If you don't know or know of Don, he is a 76 year old man that is a 4 handicap (recently moved from a 2 to a 4 after some health issues have curbed his game just a bit this summer) that still hits a ball a good 240 yards off the tee and has a silky smooth swing that a 30 year old man would kill for.  Not only is Don just a superb golfer at the age of 76, but from what I know, he has been a pretty incredible golfer for a long time winning many, many amateur events in the St. Louis area and throughout Missouri.  I don't have many specifics on what he has won, but I know it's a lot.  Most recently he walked away with the St. Louis District Super Senior title by shooting back to back 73's at GreenBriar CC.

I had the pleasure of playing with Don this past Thursday at his club, the Country Club of the Legends, along with his Son Craig (who is a friend of mine and is the manager of the facility which I train out of) and our buddy from the gym, Dennis Cardwell.

We had all been trying to get a round of golf together for a long time, but it was difficult with our busy schedules.  Finally we settled on playing in a team event with Don at the Legends.  Dennis, Craig and I were pretty excited, because we figured in a scramble, we could just let Don carry us the whole way and hope that one of us could put a monster drive out there every now and then or sink a random 30 footer (which if you've ever seen Craig or Dennis, you could see why we'd expect some long drives, let's just say they practice what they preach in the gym).

Well, just before heading to the first tee box, I heard the pro explaining the rules and I looked at Dennis, asking, "Dennnis, did he just say best ball?  I think we're all playing our own ball."  And with that, our grand plan went right down the drain. Although we couldn't just rely on playing Don's shot everytime now, we at least had the advantage of having Don on our squad, which is definitely a bonus.  

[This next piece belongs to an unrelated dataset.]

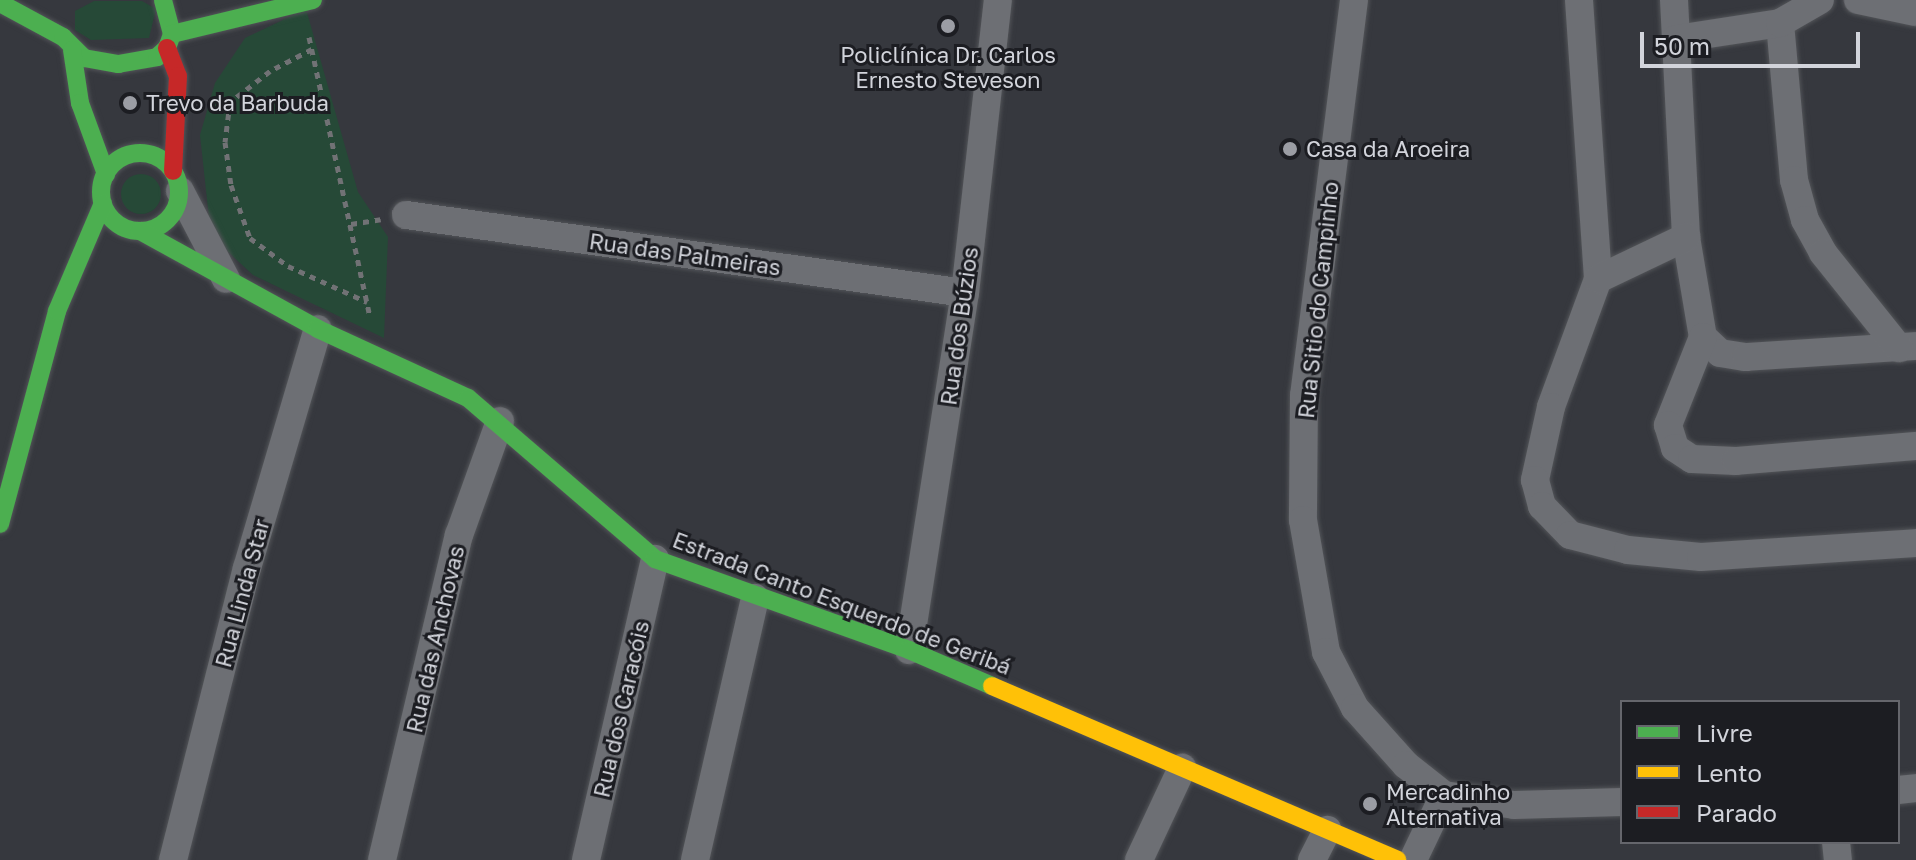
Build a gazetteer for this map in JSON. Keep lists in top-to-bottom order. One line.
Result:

We definitely had some ups and downs in the round, but I have to say that watching Don play was pretty special in itself.  Don is not a big guy by any means, is very mild mannered, very genuine and fun loving, but on the golf course, he is a quiet assassin.  I'm telling you, this guy just doesn't miss shots.  Everything he hits goes just where he wants it (I bet if Don is reading this he wouldn't agree, but as an outsider, it's pretty fun to watch).  Not to mention that his putter was on fire that day, sinking everything from about 12 feet in.

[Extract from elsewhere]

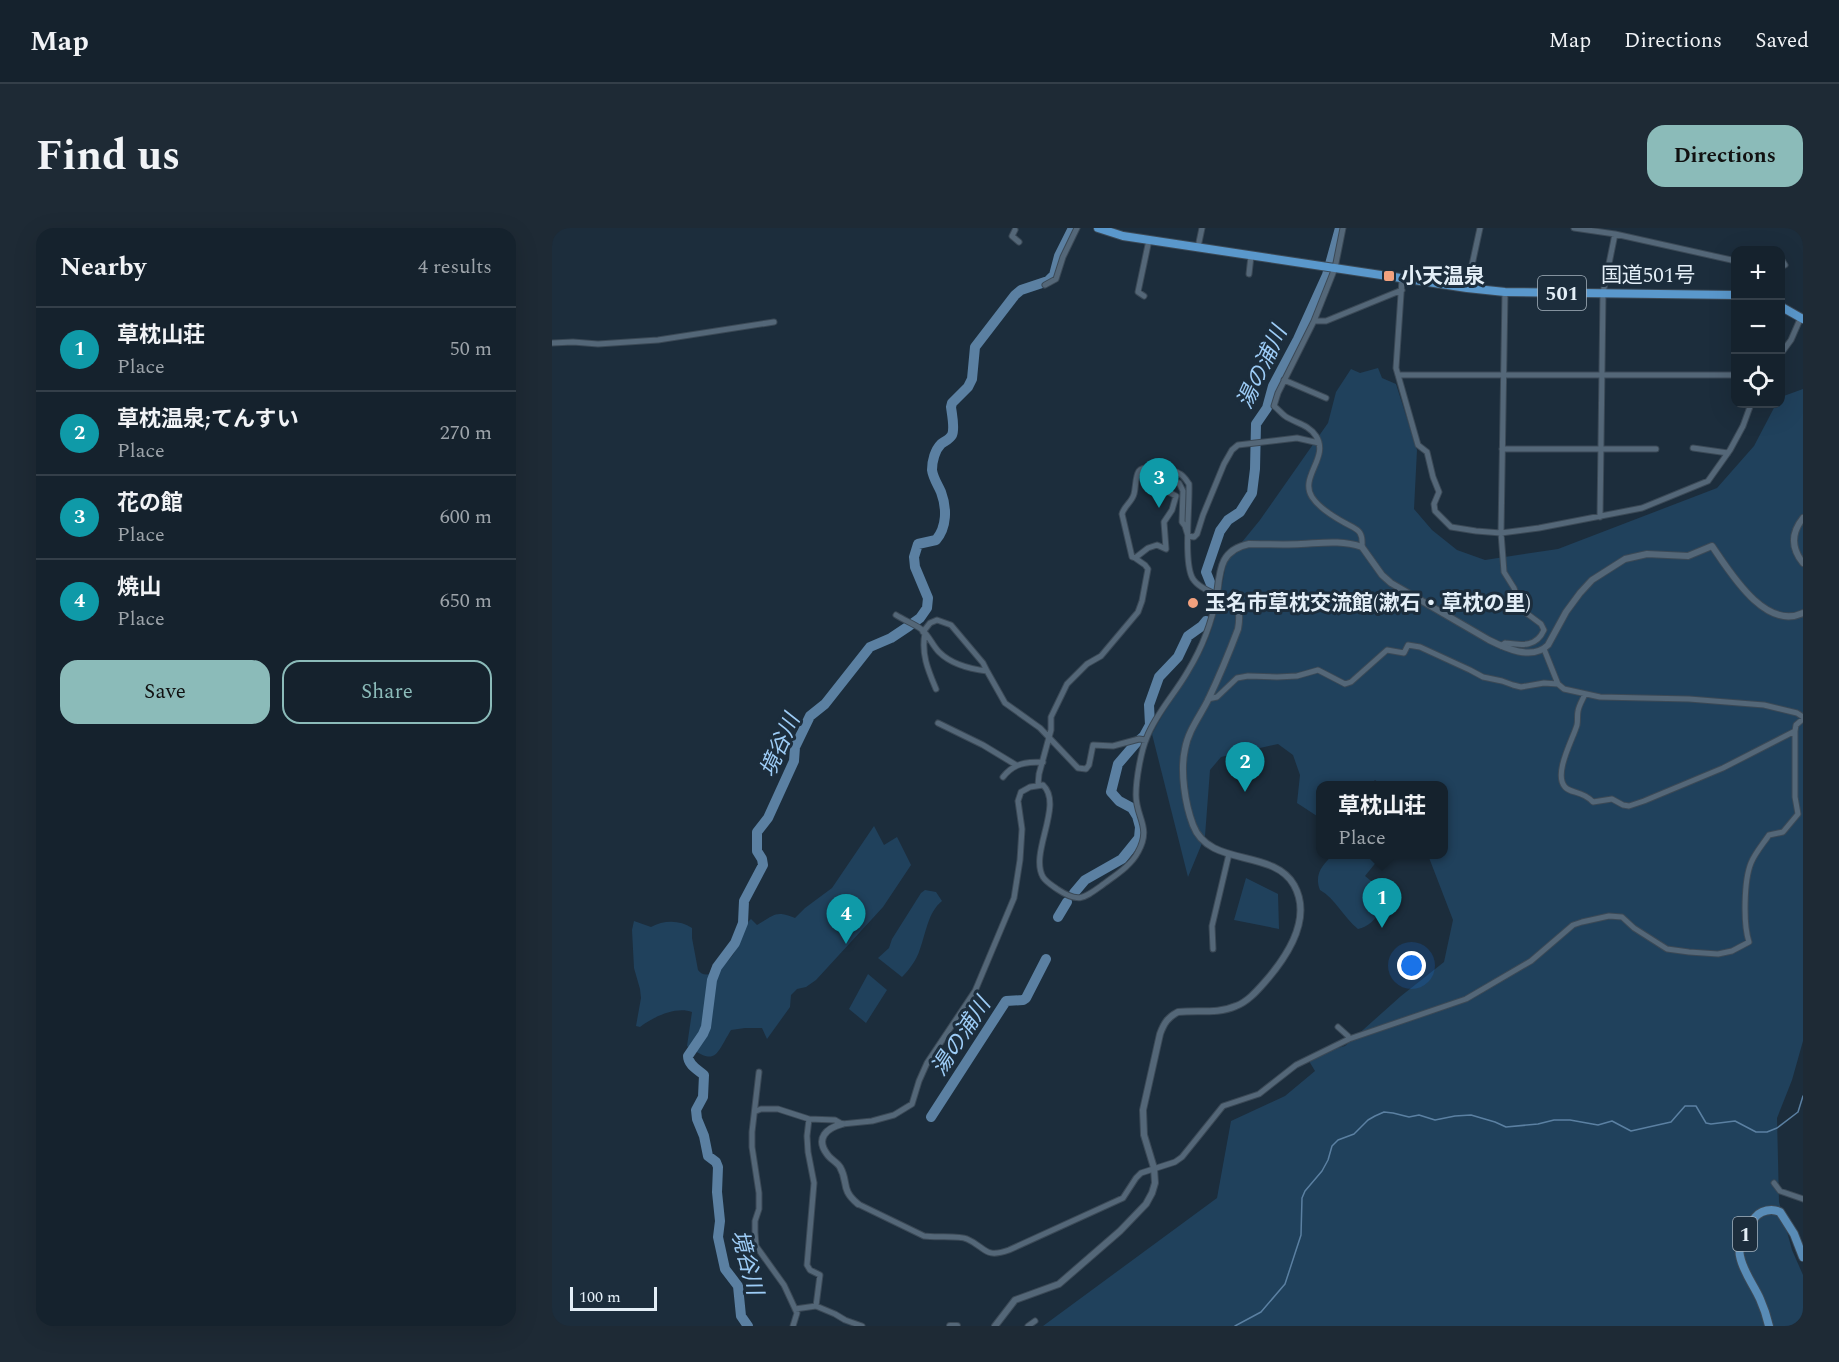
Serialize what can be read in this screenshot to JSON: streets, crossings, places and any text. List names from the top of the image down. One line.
{"streets":{"highway":["国道501号","501"],"main road":["1"]},"water":["湯の浦川","境谷川"],"places":{"transit":["小天温泉"],"other":["玉名市草枕交流館(漱石・草枕の里)"]},"scale_bar":"100 m","page":{"header":"Map","nav":["Map","Directions","Saved"],"title":"Find us","buttons":["Directions",["Save","Share"]],"heading":["Nearby","4 results"],"map_buttons":["+","−"],"list":[{"mark":"1","name":"草枕山荘","note":"Place","value":"50 m"},{"mark":"2","name":"草枕温泉;てんすい","note":"Place","value":"270 m"},{"mark":"3","name":"花の館","note":"Place","value":"600 m"},{"mark":"4","name":"焼山","note":"Place","value":"650 m"}],"pins":["3","2","1","4"],"popup":["草枕山荘","Place"],"scale":"100 m"}}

Watching the way he plays with such ease, never trying to kill a ball and never trying to make a shot that is too crazy, but still being aggressive where he knows he can be was inspiring to watch first hand. I think it had a big impact on my round, which was definitely one of the better ones that I have ever played.  In fact, there was one situation on the eighteenth hole, and had a bit of a tricky 2nd shot into the green from about 210 out.  I had a couple bunkers staring me in the face with not much landing room, and remember, I'm no single digit handicap (yet, that is!) so just hitting a green is usually my goal, much less a small section of it.  

I looked at Don, and said, "what would you do in this situation if you were hitting this ball?" Without batting an eye, he said "It's about 170 yards to lay up."  That was it.  It wasn't even a question, which is exactly what I knew he would say, but I guess I just had to hear it.  I looked at Craig, who was just chuckling and thought the same thing that I usually do when my wife makes a suggestion at home "Stupid voice of reason!"   Which basically means that is not what I wanted to hear, but I know it's obviously the right answer.

Long story short, that was the right decision and I parred the hole.  It's amazing how much more difficult we can make the game on ourselves.  That's why a guy like Don is so successful.  Not only does he have the skill to beat up on guys 1/3 his age, but he has the smarts to play the game in a more simple fashion that plays to his strengths.  (By the way, Don won the low gross score prize for the tournament and he out-drove me several times that day, as much as that pains me to say).  

So thank you, Don, not just for inviting me and the boys out but for the playing lesson that you gave me and probably didn't even realize you were giving!